Monday, May 25, 2009

It's Beautiful, and So Are You

Tonight was a special night in Yerushalayim. As the neighborhood cleared out for a wedding of a fellow yeshiva student, I was gladly left to wander unihibited. I went to Ben Yedhudah Street for dinner, and having ordered to go, I found a nice, obscure spot to eat. It happened that the spot was within earshot of a small cafe with life music. Tonight, the music was provided by an Israeli guitar player who played soothing versions of already soothing Beatles songs. As I sat there, if just for a moment, I got to a place where I once again realized how nice it was to be in such a city as Yerushalayim.

Recently, I have had questions about my ability to really enjoy my time here in Israel, while also having to be preoccupied with yeshiva. What makes the difference? If something is wonderful, as so many things truly are, that quality should be present whether one is doing a million things or one thing. The difference, it seems, is the difference between two qualities addressed in the upcoming holiday of Shavuos: matan Torah and kabalas haTorah, the giving of Torah and the receiving of Torah.

Judaism teaches that while the revelation of Sinai took place in the desert at one time in history, it continues to come with us.
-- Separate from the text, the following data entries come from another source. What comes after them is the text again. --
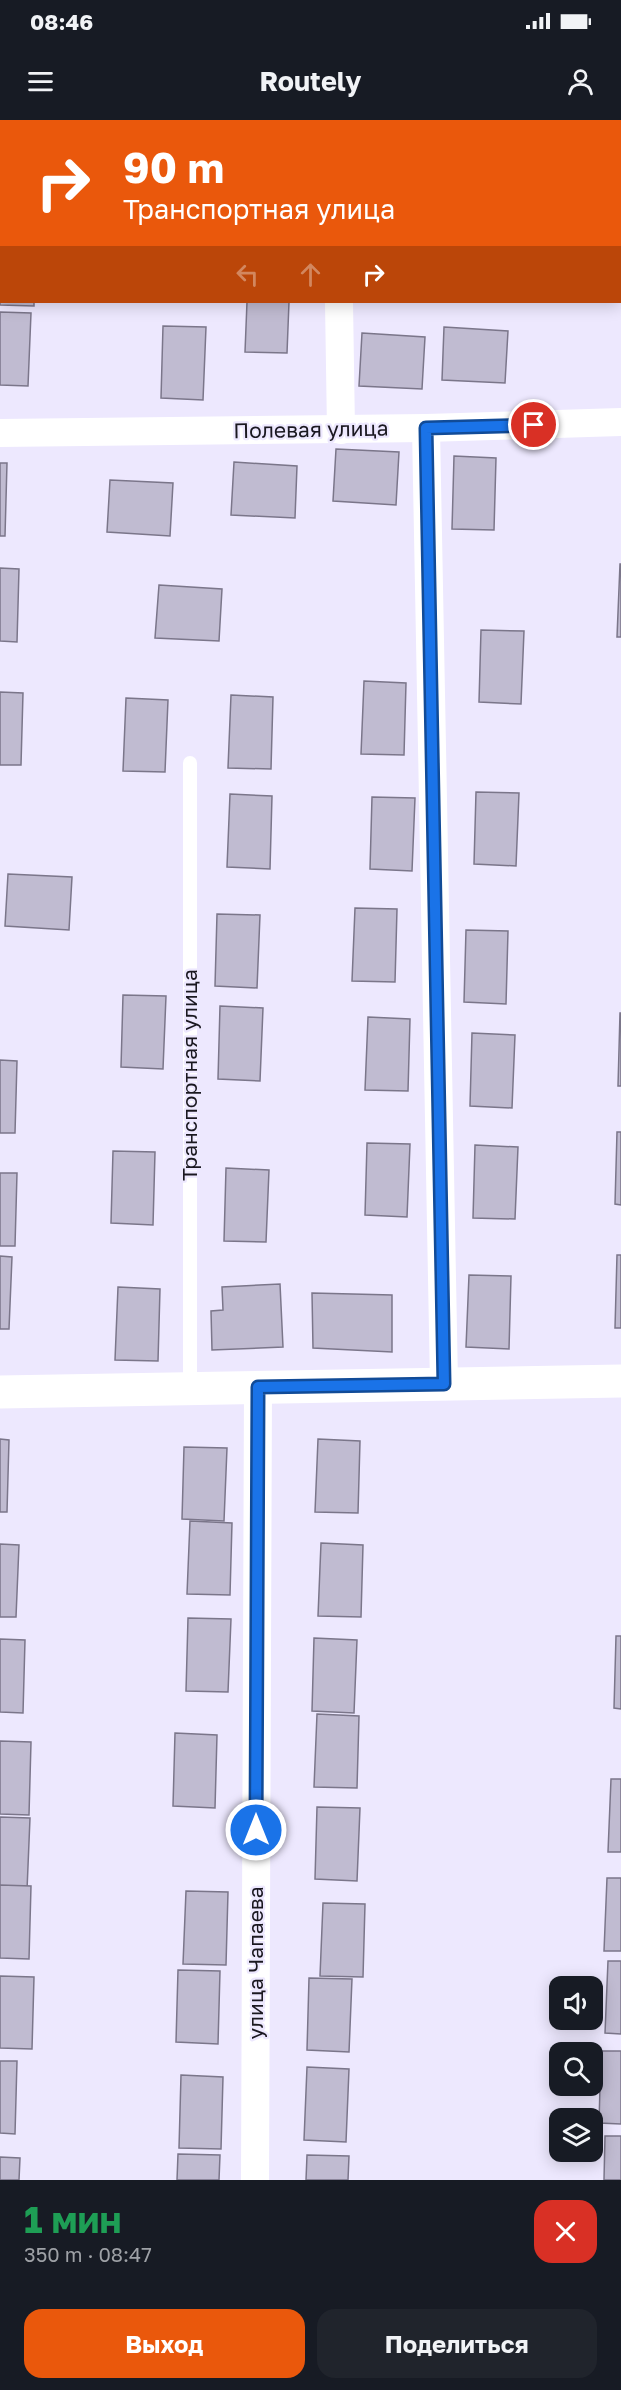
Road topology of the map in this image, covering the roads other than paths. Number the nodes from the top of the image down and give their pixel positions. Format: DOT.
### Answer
graph roads {
  1 [pos="339,303"];
  2 [pos="621,422"];
  3 [pos="426,428"];
  4 [pos="341,430"];
  5 [pos="0,433"];
  6 [pos="190,763"];
  7 [pos="621,1381"];
  8 [pos="444,1384"];
  9 [pos="258,1387"];
  10 [pos="190,1388"];
  11 [pos="0,1392"];
  12 [pos="255,2180"];
  1 -- 4 [label="street"];
  2 -- 3 [label="street, Полевая улица"];
  3 -- 4 [label="street, Полевая улица"];
  3 -- 8 [label="street"];
  4 -- 5 [label="street, Полевая улица"];
  6 -- 10 [label="lane, Транспортная улица"];
  7 -- 8 [label="street"];
  8 -- 9 [label="street"];
  9 -- 10 [label="street"];
  9 -- 12 [label="street, улица Чапаева"];
  10 -- 11 [label="street"];
}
Each day, constantly, Hashem pours out Torah onto the world, whether we realize it or not. On Shavuos, the holiday that marks the initial giving of the Torah, it seems that the magnetism of the moment is extra special, but the current giving of the Torah is not limited to that day. The difference about Shavuos is that it is a special day to concentrate our own minds and energy on the idea of the giving of Torah, what this means to us, and how we can refocus ourselves to be able to receive the Torah that is constantly poured upon us.
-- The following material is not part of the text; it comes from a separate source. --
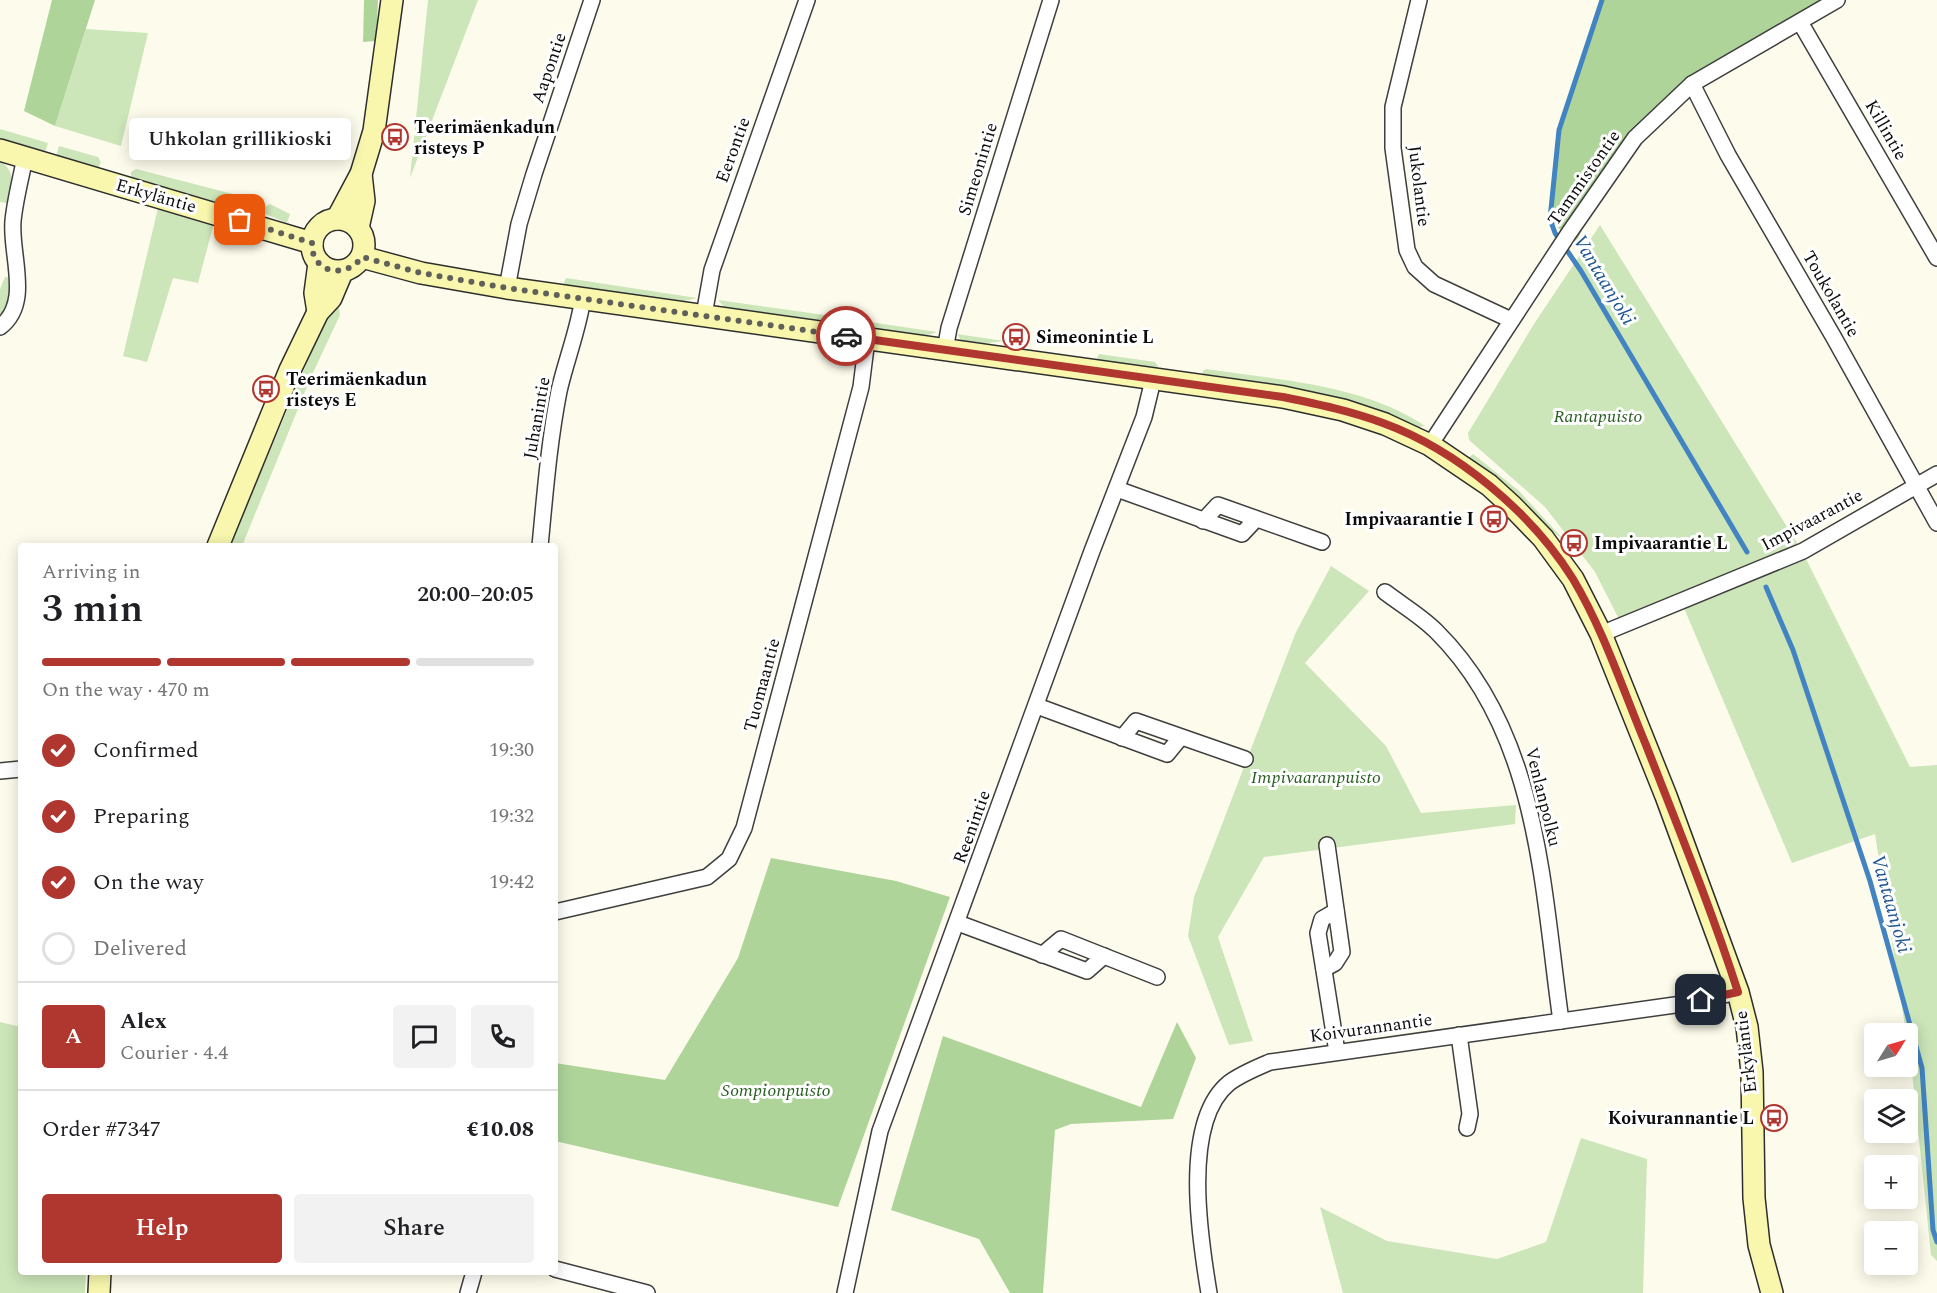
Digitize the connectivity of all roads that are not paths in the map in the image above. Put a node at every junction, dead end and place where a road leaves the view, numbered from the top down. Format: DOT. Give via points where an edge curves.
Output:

This is the real difference: we must recognize that the process of acquiring something is two-fold. First, the object must be made available. In the case of Torah, Hashem makes it available at every moment. Secondly, we must recognize our own responsibility and engage in kabalas haTorah, receiving the Torah.

To get to a place that truly enables one the be mekabel the Torah doesn't seem like an easy task. The sages, in their amazing understanding of the human condition, explained what is needed in order to achieve such a difficult task: one must make himself and his Torah hefker, meaning "without an owner". In his commentary, the scholar Rashi explains this to mean that one must understand that they are essentially not their own, but were placed on this earth for a purpose, and the same is true of the Torah knowledge already acquired. Once we understand this, and begin to share ourselves, our time, and our knowledge with others, Rashi says that this will clear our vessels and allow ourselves to receive all of the new insights into Torah that are flowing into the world at every moment. Even 2,500 years ago, Jewish scholars understood what we can hardly grasp today: only an empty vessel can receive more.
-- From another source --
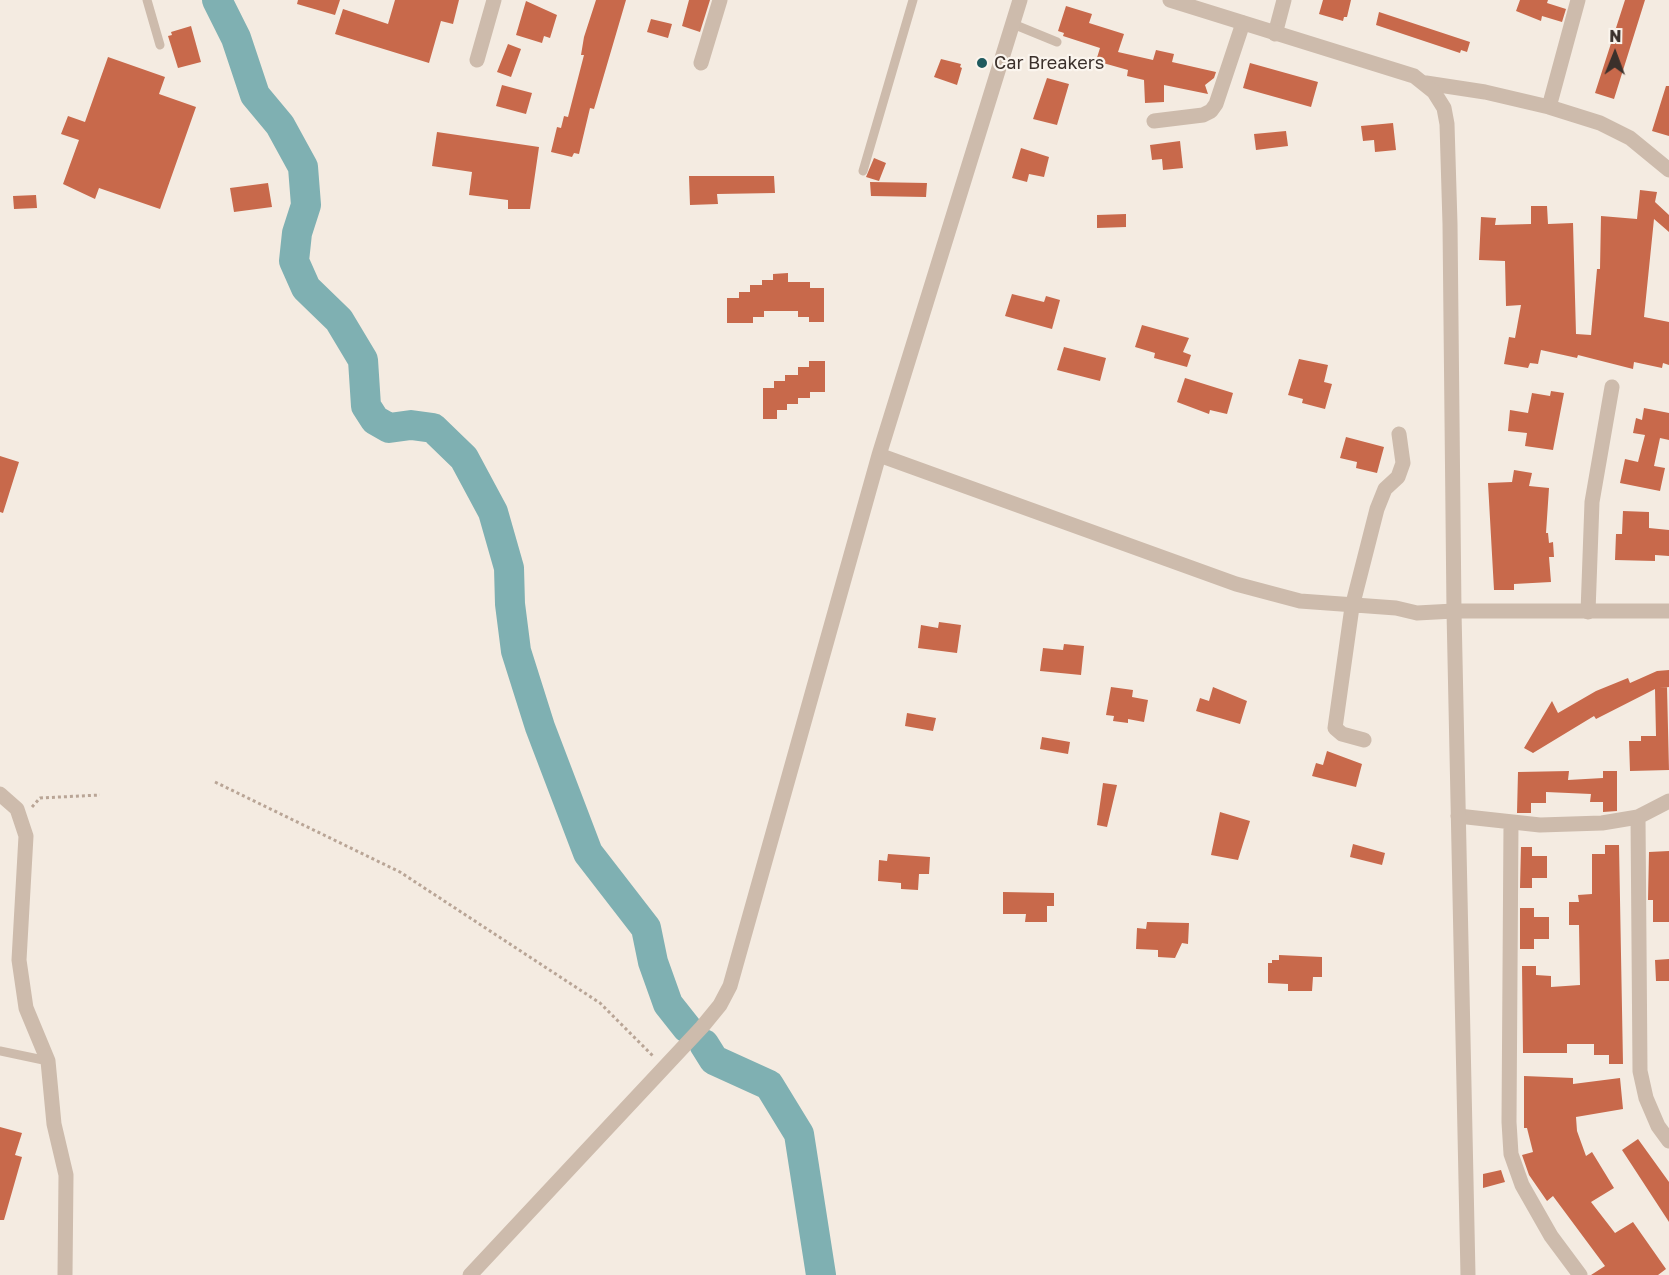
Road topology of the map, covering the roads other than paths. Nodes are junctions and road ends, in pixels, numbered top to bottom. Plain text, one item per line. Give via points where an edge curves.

The story is told that there was once a great rabbi who, after learning all of Talmud Bavli (the extensive volumes of commentary composed by leaders of the exile community in Babylon) and committing it to memory, he wished to learn the Talmud Yerushalmi, written by the leaders in Jerusalem and filled with much more mystical insight. After attempting time and time again to learn the Yerushalmi, he found himself unable to remember even a single word. Finally, frustrated and confused, he visited another rabbi. Upon hearing of the problem, he was presented with a solution: in order to learn the great and mystical Talmud Yerushalmi, he had to forget all of the Bavli.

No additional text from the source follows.